====== Supplied data ======

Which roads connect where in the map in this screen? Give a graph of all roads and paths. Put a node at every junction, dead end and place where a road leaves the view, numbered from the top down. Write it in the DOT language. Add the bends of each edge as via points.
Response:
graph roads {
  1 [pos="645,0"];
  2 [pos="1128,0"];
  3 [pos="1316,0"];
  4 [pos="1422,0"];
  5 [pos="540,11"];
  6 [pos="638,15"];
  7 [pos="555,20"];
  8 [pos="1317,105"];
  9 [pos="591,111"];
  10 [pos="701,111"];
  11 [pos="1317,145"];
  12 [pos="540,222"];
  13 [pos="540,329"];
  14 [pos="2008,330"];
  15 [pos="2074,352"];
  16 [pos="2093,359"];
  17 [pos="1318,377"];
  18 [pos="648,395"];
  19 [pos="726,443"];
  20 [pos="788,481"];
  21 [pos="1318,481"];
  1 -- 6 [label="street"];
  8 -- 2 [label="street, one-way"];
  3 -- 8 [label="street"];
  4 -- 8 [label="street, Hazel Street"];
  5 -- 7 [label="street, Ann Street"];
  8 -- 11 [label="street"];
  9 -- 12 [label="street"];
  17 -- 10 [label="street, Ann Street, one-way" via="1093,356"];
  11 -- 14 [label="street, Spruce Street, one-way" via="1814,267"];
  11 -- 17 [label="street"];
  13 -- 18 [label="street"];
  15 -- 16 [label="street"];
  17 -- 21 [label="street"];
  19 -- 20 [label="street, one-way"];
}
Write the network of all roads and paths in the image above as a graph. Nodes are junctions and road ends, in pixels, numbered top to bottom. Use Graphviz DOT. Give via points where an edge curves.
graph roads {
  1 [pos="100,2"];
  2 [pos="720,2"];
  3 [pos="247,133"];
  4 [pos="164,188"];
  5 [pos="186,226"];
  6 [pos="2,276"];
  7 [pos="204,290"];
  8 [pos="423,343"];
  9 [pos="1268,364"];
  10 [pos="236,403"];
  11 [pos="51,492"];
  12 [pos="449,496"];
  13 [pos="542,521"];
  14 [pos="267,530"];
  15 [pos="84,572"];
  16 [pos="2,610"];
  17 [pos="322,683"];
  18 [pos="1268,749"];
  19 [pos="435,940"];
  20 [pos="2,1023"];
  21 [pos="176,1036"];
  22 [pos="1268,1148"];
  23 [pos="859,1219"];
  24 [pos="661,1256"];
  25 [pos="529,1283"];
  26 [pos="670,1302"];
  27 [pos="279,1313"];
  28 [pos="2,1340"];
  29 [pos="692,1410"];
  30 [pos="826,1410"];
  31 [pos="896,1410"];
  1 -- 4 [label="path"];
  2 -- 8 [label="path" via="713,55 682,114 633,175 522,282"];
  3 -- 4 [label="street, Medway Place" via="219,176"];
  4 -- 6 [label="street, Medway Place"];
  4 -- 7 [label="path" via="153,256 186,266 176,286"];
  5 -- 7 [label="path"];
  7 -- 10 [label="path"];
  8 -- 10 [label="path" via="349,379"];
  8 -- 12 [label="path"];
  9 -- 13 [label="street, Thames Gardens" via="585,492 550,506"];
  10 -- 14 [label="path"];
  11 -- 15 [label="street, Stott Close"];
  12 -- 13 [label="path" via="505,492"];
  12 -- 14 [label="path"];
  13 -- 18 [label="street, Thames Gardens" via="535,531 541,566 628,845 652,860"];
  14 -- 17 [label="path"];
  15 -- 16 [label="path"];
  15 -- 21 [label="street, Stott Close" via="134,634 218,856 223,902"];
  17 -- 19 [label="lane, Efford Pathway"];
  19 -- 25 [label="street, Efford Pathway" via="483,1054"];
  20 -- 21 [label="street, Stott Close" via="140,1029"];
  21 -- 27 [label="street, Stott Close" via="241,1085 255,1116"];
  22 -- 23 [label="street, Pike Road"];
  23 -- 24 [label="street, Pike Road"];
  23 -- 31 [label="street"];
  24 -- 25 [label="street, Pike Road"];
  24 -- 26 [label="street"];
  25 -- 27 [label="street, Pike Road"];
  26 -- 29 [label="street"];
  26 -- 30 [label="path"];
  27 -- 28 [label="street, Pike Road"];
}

======
====== Supplied data ======

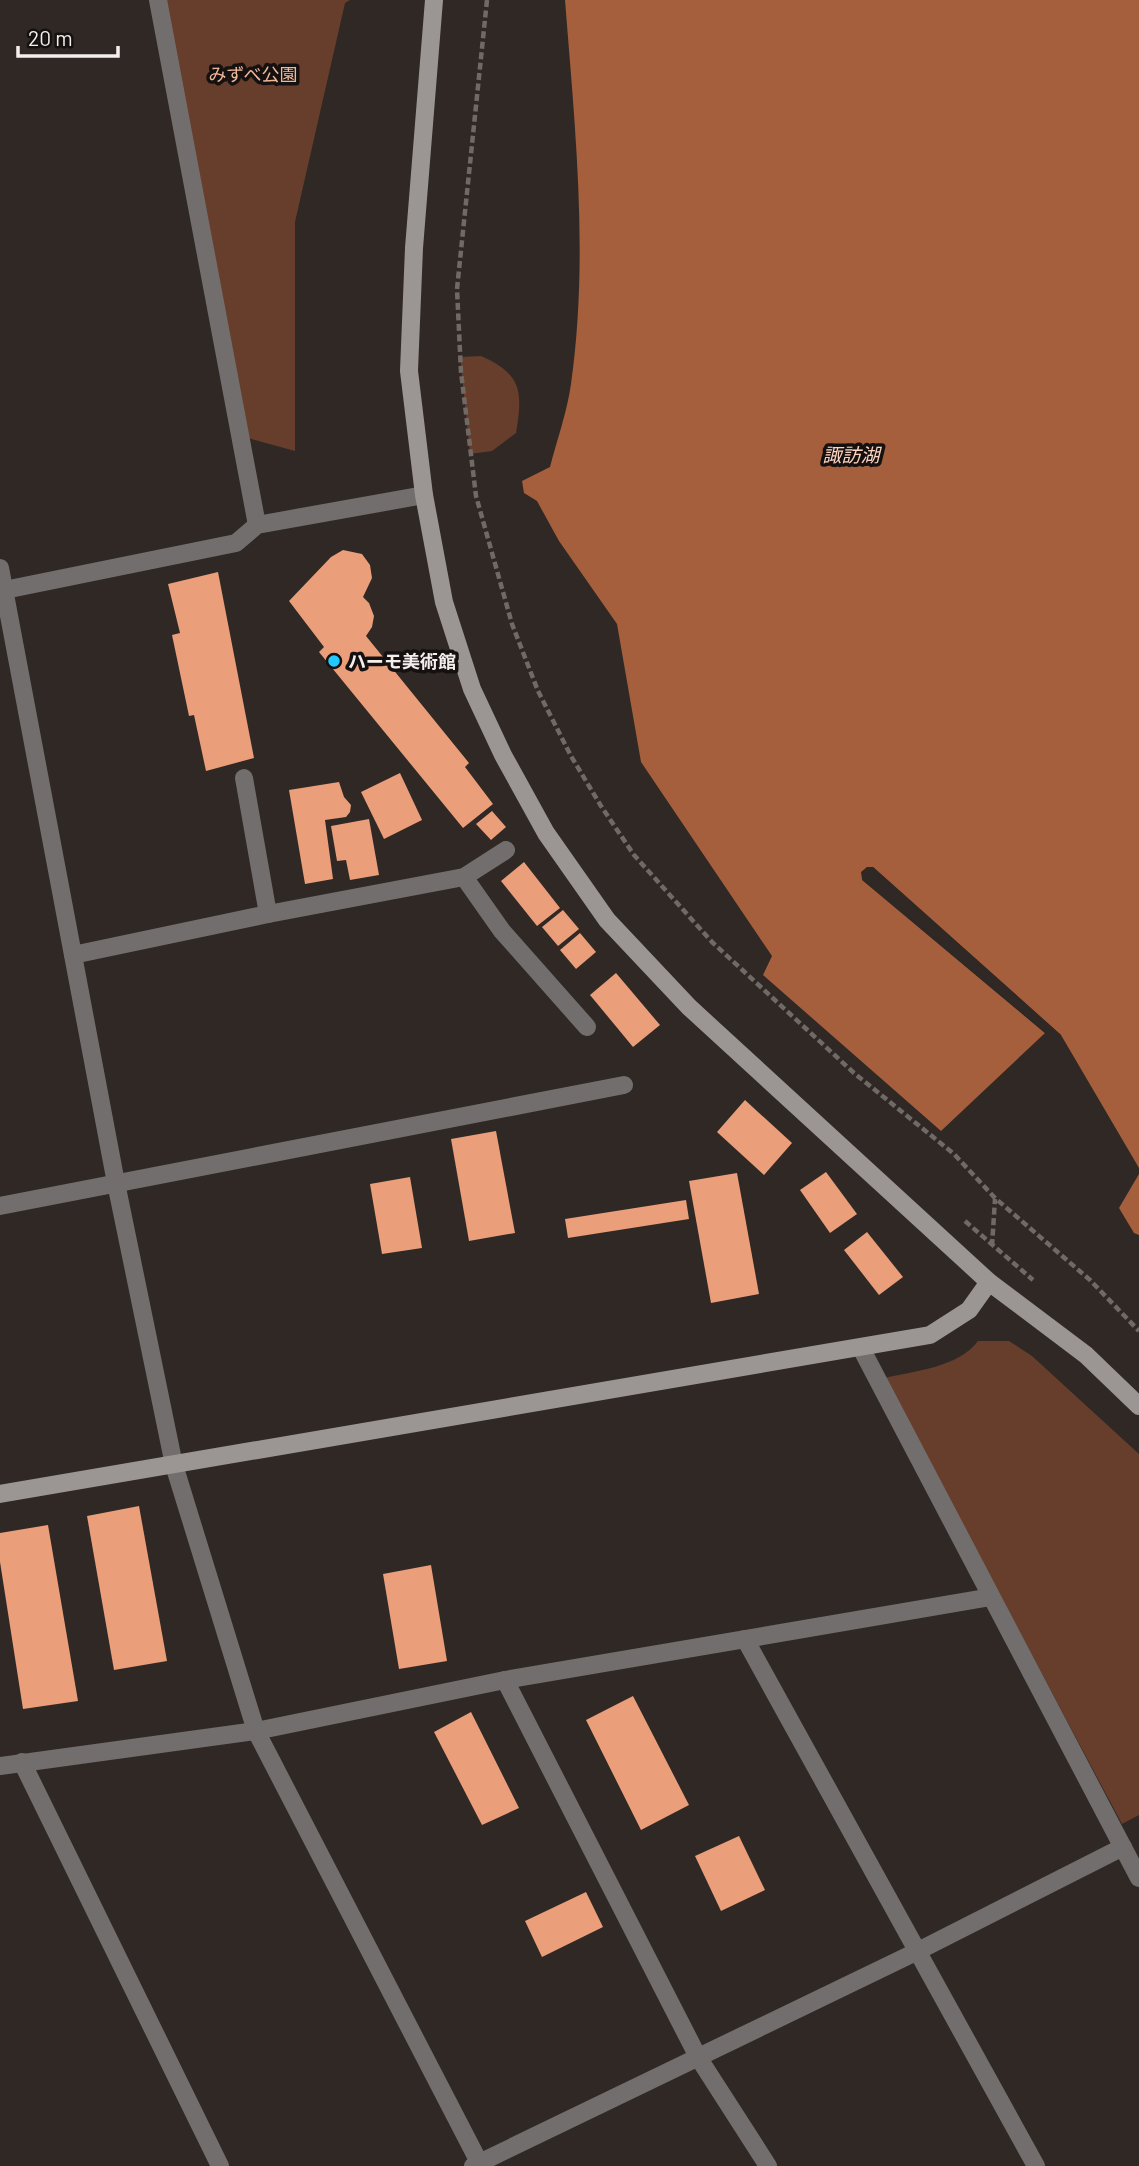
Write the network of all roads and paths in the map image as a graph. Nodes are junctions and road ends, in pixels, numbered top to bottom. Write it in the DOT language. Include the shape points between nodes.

======
====== Supplied data ======

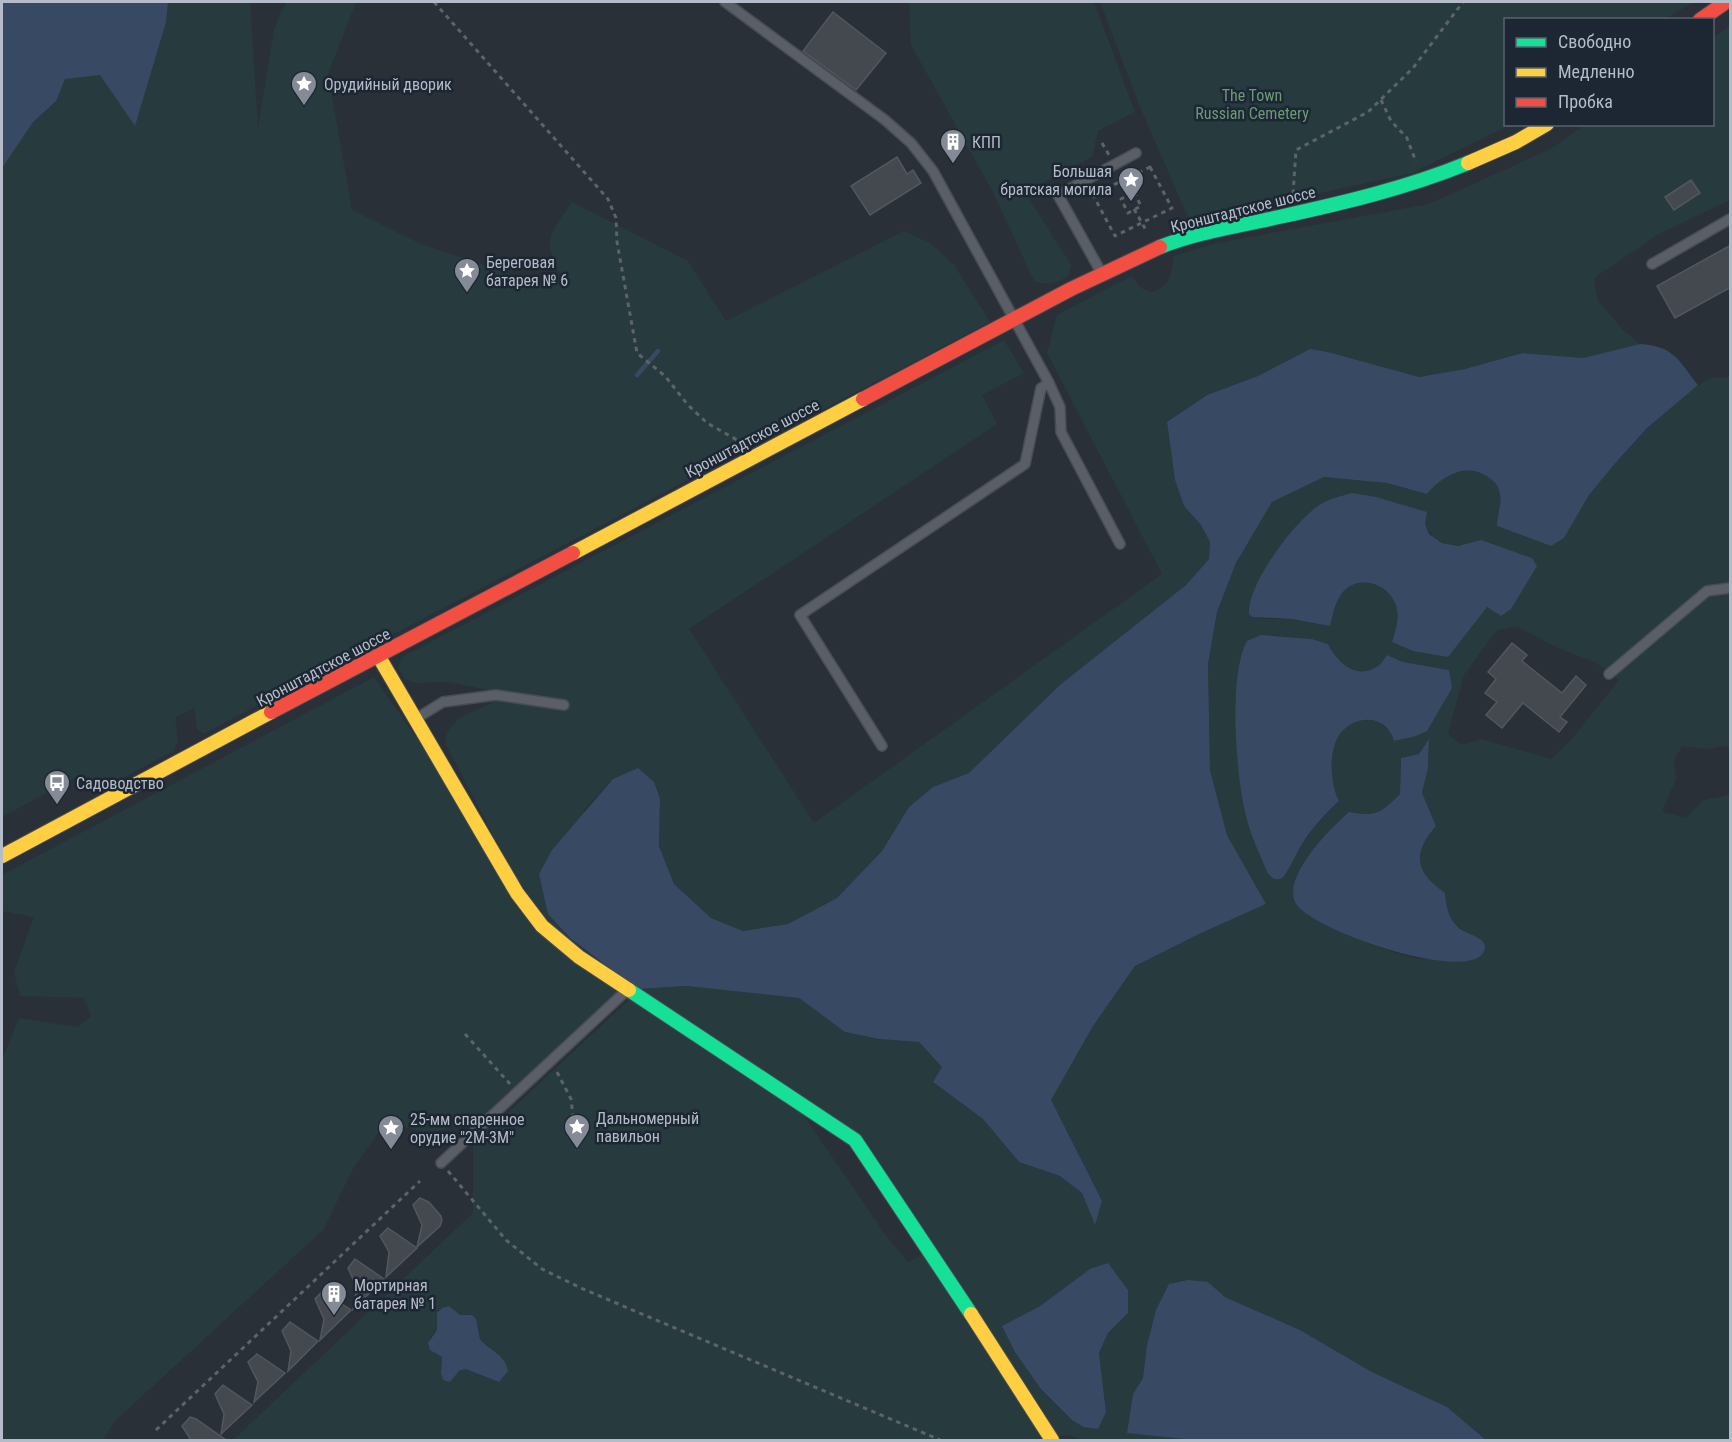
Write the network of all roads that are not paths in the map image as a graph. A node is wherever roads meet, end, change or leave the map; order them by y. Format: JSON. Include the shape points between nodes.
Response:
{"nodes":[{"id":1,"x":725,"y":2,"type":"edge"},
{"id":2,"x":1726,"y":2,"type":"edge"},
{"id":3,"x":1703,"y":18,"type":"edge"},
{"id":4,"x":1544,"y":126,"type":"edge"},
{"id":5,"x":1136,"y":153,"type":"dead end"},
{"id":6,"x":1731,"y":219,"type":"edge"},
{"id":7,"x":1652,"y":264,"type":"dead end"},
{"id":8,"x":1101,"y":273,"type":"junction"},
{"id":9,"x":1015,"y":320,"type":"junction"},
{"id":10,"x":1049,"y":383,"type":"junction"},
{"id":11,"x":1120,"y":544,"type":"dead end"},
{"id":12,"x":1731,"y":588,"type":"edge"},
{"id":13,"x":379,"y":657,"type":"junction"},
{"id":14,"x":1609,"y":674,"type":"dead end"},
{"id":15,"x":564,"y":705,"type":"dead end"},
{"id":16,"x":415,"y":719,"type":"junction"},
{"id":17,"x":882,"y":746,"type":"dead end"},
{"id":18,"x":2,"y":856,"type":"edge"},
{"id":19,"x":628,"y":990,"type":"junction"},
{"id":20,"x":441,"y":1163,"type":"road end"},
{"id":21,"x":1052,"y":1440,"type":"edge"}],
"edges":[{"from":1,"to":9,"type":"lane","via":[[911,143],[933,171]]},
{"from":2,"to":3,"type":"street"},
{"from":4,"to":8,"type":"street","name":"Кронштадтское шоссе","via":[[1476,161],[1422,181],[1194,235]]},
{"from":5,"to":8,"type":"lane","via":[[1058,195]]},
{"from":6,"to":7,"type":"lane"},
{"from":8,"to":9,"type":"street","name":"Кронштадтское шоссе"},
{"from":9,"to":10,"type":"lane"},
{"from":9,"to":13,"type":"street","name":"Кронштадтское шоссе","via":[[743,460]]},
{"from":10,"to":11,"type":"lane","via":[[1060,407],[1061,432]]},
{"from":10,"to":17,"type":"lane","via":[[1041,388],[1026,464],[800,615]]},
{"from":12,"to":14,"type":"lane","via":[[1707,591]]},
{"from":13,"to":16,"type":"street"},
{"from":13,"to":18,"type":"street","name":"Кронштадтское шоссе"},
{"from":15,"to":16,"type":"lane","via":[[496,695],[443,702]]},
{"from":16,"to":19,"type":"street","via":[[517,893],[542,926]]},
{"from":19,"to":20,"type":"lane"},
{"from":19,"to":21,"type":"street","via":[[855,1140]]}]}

======

◆ Prompt ◆
Only lines that include "language" belong in the answer; return them from the entries above.

◆ Reply to the exercise ◆
Which roads connect where in the map in this screen? Give a graph of all roads and paths. Put a node at every junction, dead end and place where a road leaves the view, numbered from the top down. Write it in the DOT language. Add the bends of each edge as via points.
Write the network of all roads and paths in the map image as a graph. Nodes are junctions and road ends, in pixels, numbered top to bottom. Write it in the DOT language. Include the shape points between nodes.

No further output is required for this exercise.